Required action: Scan the records for lines holding "Narrow". Say how many there are and give nothing else.

Supplied data:
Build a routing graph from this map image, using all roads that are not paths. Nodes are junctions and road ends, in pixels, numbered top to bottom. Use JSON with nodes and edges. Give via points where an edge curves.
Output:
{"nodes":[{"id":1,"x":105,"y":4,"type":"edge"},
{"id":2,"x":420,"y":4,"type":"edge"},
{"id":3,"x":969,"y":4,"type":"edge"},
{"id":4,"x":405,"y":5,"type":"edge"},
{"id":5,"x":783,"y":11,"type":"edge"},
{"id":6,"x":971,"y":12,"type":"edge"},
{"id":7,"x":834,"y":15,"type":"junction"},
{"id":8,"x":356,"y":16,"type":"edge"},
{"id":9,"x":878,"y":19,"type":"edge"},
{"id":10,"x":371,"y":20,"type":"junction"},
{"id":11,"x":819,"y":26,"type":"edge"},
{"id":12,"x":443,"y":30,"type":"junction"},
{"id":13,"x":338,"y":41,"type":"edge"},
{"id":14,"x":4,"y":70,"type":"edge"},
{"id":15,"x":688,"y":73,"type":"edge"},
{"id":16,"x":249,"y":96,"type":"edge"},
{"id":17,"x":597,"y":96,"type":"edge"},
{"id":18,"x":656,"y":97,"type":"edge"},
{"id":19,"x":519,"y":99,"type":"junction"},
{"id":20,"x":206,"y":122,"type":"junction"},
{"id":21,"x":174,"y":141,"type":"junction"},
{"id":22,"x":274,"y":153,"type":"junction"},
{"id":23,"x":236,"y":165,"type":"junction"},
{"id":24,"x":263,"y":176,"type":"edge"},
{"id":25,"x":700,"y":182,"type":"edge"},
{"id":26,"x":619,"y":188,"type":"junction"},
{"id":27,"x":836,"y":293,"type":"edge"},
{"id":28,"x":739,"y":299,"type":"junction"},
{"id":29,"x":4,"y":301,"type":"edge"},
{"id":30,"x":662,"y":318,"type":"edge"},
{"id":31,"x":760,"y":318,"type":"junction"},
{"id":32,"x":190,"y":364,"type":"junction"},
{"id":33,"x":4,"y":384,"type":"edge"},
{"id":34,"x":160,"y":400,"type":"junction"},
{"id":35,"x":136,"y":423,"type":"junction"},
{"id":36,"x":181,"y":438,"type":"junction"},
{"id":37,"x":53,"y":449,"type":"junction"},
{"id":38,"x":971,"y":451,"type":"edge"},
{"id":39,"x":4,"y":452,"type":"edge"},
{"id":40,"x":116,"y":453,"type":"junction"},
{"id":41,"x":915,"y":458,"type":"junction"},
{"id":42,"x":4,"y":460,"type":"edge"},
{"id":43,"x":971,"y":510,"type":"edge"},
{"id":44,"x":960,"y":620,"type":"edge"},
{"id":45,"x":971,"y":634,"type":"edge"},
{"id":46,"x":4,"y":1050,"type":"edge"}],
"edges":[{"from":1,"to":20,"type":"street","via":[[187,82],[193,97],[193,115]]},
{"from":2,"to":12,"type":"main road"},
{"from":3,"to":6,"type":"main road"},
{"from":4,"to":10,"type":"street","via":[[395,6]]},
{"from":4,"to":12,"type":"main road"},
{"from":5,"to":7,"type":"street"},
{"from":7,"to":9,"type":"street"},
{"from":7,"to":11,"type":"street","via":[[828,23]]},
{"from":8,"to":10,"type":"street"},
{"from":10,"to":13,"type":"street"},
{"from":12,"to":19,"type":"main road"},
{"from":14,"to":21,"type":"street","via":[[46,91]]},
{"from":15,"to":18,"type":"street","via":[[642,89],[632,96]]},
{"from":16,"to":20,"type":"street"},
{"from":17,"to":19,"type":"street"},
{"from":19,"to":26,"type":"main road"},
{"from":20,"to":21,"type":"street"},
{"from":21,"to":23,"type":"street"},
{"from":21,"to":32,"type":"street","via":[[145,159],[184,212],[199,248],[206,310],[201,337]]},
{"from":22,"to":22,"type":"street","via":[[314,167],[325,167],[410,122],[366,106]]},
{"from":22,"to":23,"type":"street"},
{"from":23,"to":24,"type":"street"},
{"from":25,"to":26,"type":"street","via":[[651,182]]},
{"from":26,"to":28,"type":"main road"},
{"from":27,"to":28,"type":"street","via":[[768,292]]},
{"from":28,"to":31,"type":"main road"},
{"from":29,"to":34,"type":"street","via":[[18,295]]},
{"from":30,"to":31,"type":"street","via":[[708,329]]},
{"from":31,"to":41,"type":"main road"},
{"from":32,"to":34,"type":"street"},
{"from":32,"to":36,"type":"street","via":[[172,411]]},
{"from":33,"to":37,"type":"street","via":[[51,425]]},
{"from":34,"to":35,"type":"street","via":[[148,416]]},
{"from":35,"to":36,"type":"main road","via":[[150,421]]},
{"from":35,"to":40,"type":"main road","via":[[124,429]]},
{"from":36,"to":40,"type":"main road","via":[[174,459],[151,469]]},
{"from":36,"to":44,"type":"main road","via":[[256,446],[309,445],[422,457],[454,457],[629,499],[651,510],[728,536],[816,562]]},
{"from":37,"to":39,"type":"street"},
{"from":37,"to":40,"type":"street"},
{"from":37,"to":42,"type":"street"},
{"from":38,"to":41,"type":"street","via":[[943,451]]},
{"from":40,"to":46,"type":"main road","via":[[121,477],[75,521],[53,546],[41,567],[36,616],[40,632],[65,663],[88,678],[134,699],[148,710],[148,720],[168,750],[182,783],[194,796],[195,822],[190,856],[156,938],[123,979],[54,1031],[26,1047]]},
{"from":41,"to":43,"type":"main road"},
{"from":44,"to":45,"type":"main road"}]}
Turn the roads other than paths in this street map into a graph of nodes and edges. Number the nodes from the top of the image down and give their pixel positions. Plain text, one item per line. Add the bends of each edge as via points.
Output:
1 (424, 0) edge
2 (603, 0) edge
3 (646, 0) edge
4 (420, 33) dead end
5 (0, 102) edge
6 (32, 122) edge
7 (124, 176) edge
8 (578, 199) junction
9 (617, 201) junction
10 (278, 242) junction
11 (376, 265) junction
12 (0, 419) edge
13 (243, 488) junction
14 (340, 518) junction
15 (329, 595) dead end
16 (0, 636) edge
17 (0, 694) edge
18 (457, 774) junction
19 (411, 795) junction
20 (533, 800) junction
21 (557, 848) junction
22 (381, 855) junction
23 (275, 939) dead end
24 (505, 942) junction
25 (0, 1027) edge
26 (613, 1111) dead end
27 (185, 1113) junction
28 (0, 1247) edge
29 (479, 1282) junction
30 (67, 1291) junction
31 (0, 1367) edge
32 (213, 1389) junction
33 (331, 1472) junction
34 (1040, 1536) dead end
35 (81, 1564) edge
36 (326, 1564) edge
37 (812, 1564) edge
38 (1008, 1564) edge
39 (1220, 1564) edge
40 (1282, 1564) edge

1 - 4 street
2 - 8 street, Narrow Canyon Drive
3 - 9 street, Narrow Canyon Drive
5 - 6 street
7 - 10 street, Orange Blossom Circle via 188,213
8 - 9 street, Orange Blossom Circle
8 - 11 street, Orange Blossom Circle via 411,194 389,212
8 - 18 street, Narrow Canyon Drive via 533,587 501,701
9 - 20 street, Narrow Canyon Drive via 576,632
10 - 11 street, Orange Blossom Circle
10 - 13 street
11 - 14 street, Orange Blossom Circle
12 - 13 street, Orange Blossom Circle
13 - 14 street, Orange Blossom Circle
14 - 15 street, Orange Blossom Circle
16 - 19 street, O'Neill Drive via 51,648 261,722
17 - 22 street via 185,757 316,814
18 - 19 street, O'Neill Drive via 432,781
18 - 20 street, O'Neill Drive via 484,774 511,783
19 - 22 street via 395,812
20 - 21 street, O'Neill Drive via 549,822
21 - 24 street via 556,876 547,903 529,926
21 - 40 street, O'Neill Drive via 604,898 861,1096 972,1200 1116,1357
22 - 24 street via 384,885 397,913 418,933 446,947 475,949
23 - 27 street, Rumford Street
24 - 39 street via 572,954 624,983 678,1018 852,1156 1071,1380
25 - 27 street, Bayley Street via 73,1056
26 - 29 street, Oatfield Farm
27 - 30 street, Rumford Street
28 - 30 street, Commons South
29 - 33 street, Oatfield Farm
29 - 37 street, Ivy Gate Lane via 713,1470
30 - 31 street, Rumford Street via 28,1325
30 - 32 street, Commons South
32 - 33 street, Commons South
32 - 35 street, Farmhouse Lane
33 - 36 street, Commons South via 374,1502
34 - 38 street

Response to the exercise: 4